#### [Exercise brief]
Keep only the lines of the data below that contain "direction", and copy them.

#### [Input material]
= = = = = = =
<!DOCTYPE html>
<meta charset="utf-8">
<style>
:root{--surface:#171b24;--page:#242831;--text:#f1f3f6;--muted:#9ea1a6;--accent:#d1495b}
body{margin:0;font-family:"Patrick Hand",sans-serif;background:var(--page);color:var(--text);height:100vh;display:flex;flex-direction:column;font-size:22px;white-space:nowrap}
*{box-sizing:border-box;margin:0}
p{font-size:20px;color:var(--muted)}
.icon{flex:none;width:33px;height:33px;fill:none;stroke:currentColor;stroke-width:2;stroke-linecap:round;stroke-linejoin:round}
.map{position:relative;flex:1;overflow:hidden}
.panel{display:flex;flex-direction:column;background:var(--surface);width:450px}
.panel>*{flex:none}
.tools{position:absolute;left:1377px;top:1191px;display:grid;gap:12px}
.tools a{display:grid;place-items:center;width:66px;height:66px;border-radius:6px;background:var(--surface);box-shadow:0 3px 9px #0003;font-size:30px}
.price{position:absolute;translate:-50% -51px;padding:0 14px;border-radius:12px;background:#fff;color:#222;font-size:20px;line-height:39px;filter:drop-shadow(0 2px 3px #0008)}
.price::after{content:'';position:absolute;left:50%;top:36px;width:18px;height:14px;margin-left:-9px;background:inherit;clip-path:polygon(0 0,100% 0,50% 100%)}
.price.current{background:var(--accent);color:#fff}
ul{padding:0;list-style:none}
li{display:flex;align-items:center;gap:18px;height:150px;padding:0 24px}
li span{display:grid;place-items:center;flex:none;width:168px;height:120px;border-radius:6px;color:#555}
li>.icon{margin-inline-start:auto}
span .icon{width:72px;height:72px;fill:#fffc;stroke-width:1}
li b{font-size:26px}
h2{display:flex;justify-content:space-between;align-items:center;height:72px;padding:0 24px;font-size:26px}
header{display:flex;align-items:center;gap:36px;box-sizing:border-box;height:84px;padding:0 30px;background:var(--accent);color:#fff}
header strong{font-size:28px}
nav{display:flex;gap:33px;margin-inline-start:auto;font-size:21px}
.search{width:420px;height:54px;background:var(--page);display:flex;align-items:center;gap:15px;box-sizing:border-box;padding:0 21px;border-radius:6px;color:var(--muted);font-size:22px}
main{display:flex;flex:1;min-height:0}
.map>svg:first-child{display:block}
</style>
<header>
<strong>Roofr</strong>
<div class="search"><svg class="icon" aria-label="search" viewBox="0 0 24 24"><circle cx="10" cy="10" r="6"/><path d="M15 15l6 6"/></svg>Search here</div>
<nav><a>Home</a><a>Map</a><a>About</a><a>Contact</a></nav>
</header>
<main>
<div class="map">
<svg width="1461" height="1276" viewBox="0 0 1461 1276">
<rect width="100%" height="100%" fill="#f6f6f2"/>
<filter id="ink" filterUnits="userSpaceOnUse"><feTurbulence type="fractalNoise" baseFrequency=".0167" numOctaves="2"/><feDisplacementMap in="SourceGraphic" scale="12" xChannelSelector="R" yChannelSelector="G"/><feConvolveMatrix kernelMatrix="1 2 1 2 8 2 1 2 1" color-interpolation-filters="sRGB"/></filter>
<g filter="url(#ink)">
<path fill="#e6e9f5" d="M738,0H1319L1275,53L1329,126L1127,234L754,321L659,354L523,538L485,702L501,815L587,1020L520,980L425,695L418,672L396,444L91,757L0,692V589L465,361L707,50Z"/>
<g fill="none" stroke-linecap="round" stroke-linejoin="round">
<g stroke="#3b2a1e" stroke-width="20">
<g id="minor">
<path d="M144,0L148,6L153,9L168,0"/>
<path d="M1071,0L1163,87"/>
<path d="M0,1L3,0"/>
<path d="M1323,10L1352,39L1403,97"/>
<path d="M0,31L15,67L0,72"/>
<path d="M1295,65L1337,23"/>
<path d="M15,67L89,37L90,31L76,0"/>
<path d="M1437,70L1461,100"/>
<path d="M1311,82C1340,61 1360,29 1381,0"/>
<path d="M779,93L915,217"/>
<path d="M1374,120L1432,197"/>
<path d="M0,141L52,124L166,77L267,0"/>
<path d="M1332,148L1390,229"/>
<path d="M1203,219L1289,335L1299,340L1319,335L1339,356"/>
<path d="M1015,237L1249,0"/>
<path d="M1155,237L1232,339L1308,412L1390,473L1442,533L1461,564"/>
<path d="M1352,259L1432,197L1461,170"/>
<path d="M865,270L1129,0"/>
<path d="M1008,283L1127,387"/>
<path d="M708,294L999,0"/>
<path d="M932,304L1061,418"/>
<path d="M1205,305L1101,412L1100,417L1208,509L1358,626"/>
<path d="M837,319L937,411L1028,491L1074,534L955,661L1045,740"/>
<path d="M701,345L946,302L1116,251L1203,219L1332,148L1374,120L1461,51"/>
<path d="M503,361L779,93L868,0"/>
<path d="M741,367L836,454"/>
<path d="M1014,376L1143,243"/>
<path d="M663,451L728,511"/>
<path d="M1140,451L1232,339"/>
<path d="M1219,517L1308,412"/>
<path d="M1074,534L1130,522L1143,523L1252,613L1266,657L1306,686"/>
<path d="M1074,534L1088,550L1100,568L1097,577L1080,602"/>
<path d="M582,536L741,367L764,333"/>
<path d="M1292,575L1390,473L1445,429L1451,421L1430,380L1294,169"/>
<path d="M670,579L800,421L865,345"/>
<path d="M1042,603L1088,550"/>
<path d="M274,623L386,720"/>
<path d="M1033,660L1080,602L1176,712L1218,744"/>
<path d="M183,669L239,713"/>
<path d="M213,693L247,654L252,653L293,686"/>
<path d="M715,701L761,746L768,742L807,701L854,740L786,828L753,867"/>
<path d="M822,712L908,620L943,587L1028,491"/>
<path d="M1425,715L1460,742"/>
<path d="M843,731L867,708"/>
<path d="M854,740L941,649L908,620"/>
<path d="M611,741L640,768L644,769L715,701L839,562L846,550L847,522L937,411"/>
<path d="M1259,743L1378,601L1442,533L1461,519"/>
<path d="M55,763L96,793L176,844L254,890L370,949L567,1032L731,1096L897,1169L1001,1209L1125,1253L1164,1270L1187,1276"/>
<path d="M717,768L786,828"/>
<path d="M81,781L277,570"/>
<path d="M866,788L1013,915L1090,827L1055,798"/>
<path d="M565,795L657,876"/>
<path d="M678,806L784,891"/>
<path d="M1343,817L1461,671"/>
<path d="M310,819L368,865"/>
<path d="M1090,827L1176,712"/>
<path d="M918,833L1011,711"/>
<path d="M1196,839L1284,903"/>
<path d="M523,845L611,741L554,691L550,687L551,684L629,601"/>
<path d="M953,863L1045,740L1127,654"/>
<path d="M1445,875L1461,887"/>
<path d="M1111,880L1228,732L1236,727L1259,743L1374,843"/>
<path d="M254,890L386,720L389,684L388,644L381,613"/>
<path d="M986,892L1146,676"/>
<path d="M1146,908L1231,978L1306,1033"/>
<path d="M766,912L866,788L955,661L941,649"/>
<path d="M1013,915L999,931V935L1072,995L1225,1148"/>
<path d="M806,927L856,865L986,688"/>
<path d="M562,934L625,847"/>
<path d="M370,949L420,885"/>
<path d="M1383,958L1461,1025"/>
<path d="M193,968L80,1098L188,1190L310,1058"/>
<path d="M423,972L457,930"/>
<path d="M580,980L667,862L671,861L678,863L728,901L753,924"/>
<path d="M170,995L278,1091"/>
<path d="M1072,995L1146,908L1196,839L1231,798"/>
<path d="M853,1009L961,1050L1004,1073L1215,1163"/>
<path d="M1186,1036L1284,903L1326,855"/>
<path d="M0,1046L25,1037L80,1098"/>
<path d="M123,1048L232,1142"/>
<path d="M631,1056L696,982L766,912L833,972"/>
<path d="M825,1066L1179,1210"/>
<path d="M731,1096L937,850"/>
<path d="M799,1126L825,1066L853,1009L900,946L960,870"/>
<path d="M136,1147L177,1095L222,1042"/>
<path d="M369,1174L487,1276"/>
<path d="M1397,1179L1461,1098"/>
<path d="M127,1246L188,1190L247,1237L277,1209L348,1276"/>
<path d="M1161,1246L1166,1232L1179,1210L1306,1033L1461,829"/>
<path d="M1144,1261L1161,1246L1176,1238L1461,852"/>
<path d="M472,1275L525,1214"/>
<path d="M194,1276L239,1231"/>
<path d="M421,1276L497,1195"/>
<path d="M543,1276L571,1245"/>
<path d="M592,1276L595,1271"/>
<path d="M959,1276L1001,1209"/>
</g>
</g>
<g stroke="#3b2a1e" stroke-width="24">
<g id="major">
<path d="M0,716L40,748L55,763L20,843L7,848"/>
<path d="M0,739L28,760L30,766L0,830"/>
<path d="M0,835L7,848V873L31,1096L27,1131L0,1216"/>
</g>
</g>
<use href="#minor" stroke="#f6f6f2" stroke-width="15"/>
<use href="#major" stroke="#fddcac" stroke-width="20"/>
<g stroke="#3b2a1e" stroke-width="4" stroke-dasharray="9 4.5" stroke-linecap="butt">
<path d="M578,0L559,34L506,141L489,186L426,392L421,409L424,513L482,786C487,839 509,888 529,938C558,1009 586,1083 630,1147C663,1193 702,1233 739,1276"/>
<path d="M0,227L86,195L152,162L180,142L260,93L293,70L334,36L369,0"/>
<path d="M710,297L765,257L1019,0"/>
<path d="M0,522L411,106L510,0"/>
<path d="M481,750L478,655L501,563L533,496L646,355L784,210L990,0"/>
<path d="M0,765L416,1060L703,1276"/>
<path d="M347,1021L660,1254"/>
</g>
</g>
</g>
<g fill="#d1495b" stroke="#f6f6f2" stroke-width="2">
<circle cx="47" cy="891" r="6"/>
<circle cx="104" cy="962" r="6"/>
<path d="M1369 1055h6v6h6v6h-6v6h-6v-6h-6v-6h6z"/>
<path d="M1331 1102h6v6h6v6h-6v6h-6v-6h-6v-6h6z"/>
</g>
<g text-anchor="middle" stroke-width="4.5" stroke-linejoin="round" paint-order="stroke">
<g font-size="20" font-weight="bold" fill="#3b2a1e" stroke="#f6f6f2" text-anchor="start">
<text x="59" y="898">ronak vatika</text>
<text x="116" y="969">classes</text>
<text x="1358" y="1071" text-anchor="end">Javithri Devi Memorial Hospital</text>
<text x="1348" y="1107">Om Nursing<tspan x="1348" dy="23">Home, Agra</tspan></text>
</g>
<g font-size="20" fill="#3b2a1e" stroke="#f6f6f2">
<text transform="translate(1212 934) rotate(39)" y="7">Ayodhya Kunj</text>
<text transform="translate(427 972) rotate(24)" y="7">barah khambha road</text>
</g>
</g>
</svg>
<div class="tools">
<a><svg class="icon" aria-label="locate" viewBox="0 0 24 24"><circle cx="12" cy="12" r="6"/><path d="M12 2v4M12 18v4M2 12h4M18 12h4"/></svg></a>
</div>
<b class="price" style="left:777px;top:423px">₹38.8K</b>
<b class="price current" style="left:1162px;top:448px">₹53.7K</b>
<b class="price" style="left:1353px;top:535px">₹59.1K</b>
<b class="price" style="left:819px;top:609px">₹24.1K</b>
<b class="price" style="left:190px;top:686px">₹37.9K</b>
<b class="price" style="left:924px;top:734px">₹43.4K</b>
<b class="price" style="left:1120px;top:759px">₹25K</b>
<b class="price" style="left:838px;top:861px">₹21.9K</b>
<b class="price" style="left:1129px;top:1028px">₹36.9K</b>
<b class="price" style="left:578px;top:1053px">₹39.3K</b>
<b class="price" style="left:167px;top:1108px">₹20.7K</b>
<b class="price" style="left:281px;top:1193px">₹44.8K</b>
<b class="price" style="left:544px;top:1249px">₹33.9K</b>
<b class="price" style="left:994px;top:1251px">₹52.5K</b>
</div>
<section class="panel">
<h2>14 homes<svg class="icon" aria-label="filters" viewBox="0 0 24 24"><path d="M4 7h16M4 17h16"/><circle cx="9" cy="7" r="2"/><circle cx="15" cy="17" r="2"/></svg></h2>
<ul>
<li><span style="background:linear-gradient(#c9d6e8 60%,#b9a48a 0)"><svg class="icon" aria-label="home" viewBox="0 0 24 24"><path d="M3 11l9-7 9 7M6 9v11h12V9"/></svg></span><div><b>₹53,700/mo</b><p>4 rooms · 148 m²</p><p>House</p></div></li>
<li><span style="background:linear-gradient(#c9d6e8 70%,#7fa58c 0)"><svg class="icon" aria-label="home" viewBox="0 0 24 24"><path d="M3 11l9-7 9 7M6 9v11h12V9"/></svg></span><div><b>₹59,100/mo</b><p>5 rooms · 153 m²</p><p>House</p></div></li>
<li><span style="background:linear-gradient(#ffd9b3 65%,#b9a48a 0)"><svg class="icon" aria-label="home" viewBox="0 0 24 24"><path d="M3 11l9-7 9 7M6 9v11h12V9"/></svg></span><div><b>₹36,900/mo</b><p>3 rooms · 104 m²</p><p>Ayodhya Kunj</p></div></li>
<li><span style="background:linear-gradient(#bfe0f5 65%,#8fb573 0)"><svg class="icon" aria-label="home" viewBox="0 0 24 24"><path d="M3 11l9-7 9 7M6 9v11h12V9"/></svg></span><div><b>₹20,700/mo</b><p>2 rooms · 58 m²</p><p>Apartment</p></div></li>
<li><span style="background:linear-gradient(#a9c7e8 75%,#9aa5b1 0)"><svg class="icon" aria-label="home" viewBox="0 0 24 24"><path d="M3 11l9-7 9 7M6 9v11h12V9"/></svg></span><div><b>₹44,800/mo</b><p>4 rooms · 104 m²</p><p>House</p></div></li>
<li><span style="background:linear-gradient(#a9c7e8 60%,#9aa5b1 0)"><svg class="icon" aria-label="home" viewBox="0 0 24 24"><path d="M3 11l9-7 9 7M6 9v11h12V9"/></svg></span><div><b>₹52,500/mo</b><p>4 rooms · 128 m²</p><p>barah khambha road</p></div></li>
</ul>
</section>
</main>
= = = = = = =
#### [Output]
body{margin:0;font-family:"Patrick Hand",sans-serif;background:var(--page);color:var(--text);height:100vh;display:flex;flex-direction:column;font-size:22px;white-space:nowrap}
.panel{display:flex;flex-direction:column;background:var(--surface);width:450px}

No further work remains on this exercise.